News Ticker

Bonobo apes may serve as evolutionary link for human sharing

Researchers at Duke University have conducted a study that asks who bonobos share with, friends or strangers. Bonobos, which are the most closely related primates to humans, are considered social animals like people. However, unlike mankind, bonobos were found to share with strangers more often than those they were familiar with.

Brain Hare, a Duke professor of evolutionary anthropology, believes that allow it may seem strange, there’s actually a reason for this bonobo behavior. “It seems kind of crazy to us, but bonobos prefer to share with strangers,” he said. “They’re trying to extend their social network.”

For their research project, Hare and his colleague Jingzhi Tan studied bonobos from the Lola ya Bonobo sanctuary in Kinshasa, Democratic Republic of Congo. First, the scientists allowed one bonobo to enter an enclosure full of food. They were then given the choice to allow a familiar bonobo or one they have only seen from a far into the enclosure to share the food.
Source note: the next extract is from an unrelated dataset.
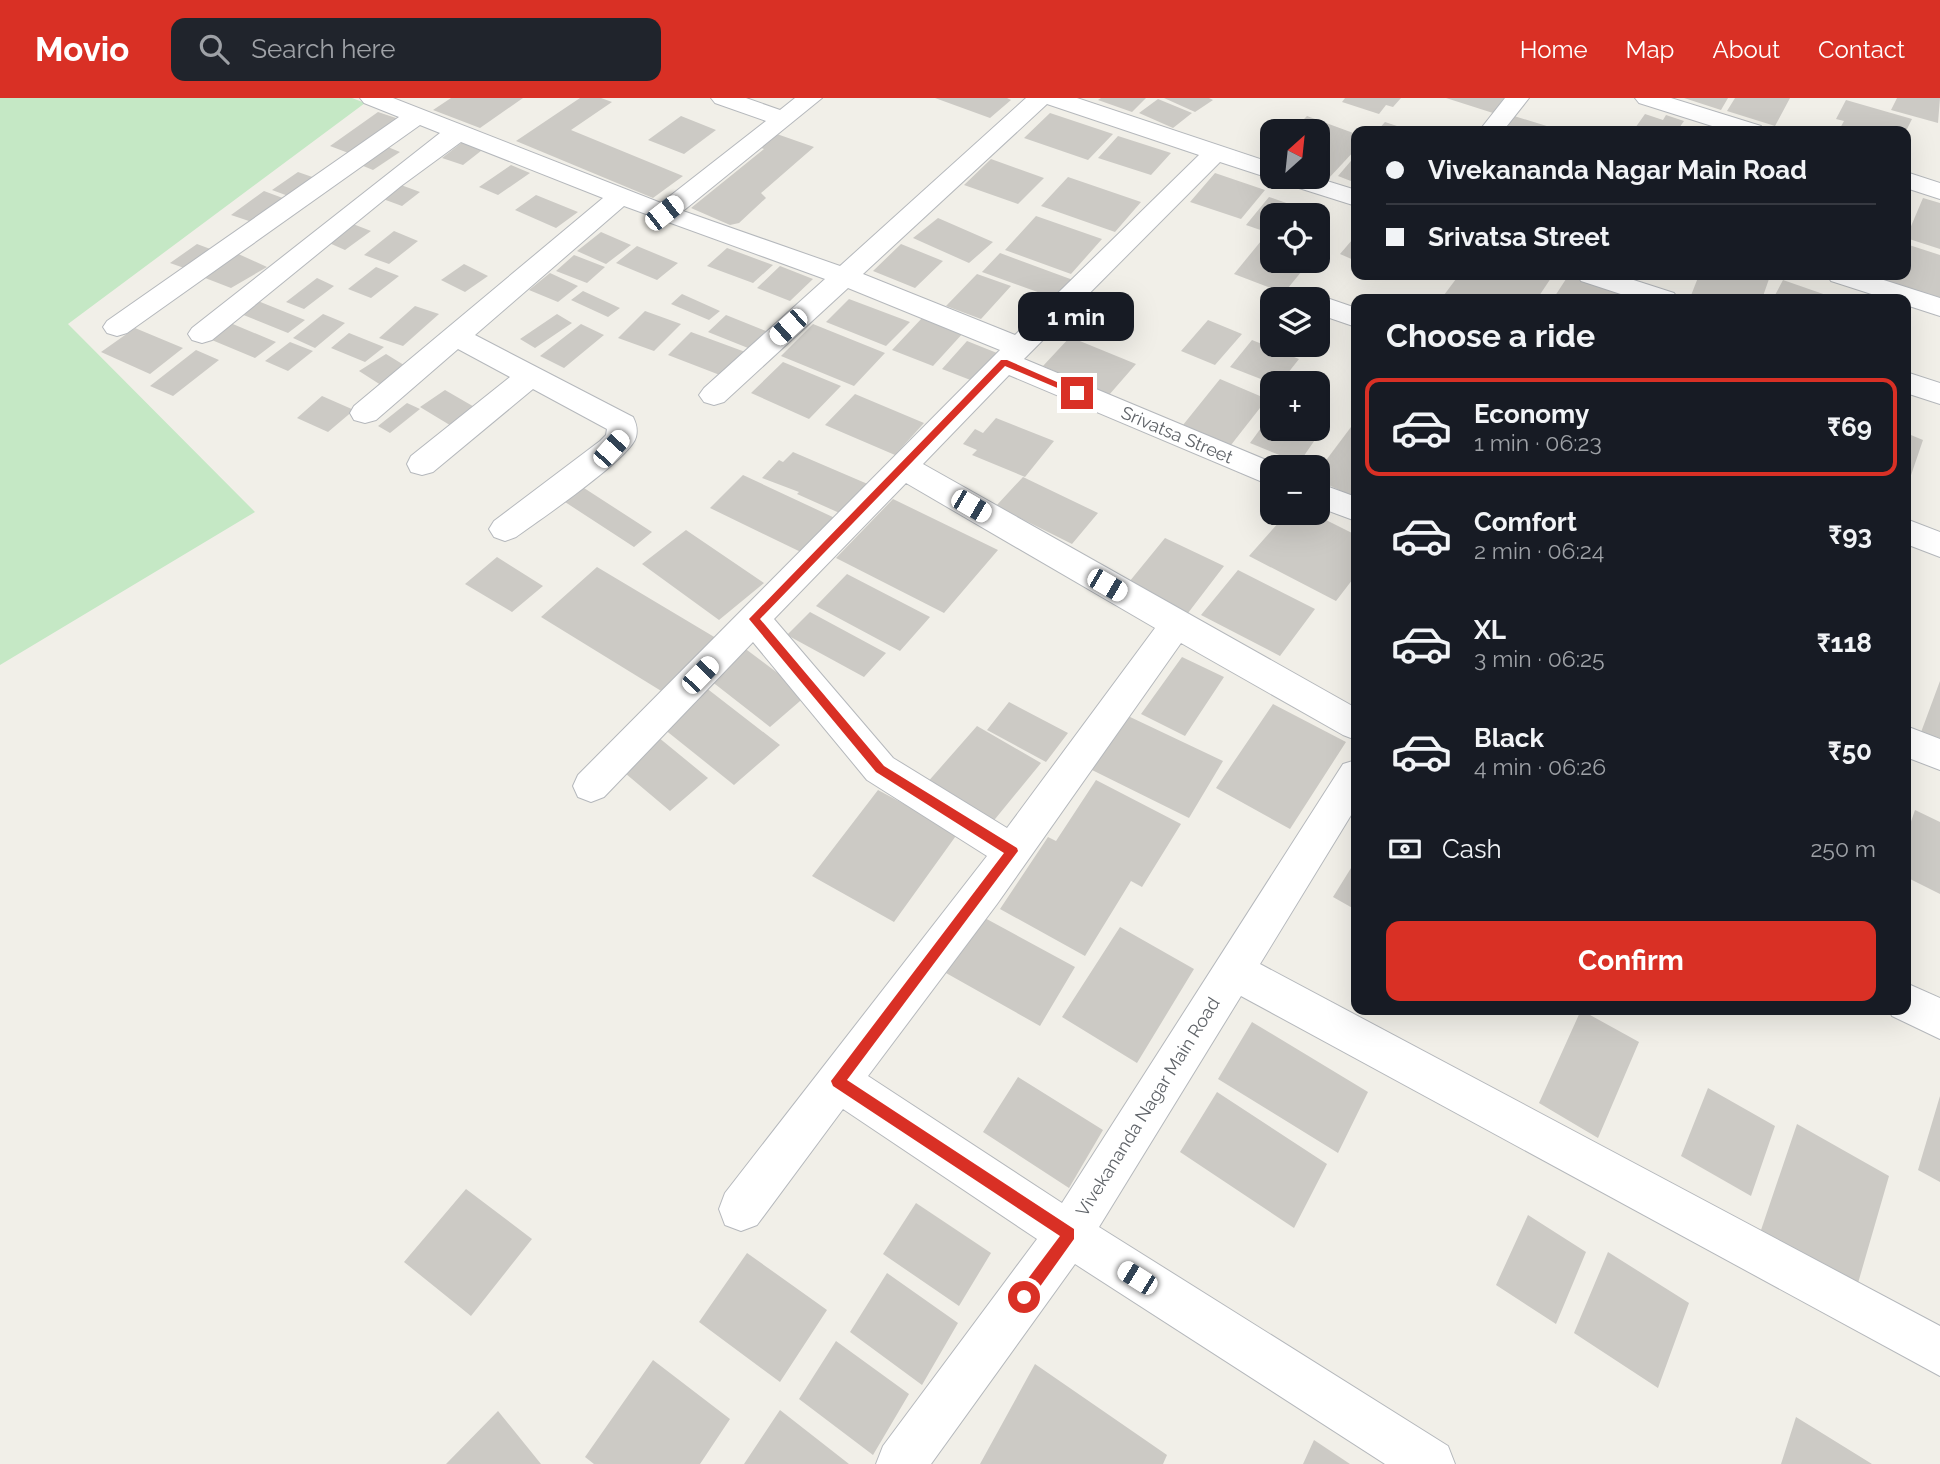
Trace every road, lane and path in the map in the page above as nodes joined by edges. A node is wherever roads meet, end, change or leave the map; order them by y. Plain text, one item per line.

The researchers deliberately set up the experiments so the bonobo had a few choices: share with the familiar bonobo, share with the stranger, share with both, or share with neither. Nine out of 14 test subjects consistently shared with the stranger first. Two of the animals chose to share with the familiar bonobo and the other three had no preference.

The familiar bonobo was not always let out, however. Over the course of many trials, Hare and Tan found that the third bonobo was often allowed into the food enclosure after a short time. Interestingly, this third bonobo was often released into the enclosure by the stranger, not the animal it knew. According to Tan, this was unexpected because the stranger bonobo allowed itself to be outnumbered one to two by animals that were familiar.

Hare and Tan more experiments, this time isolating a bonobo for some time in order to determine what role the reward social interaction played in the animal’s choice. In the first set of experiments, the decision maker was not allowed to have any food though they were still allowed to grant a stranger or a familiar bonobo access to food. Nine out of ten primates shared with the unknown animal at least once.

Another set of experiments allowed the decision maker access to food, but releasing one or both of the other bonobos meant they would lose some of their food. During this experiment it was determined that most of the animals would not share with either the stranger or the familiar bonobo. In a statement, Hare said “if they’re not going to see a social benefit, they won’t share.”

This behavior is contradictory to humans who have been found to share money even when they are anonymous, a study called the Dictator Game. Bonobos on the other hand choose not to share when anonymous if it will cost them their food reward. “When it’s a no-benefit situation, they won’t share,” Hare said. “That’s different from a human playing the dictator game. You really have to care about others to give anonymously.”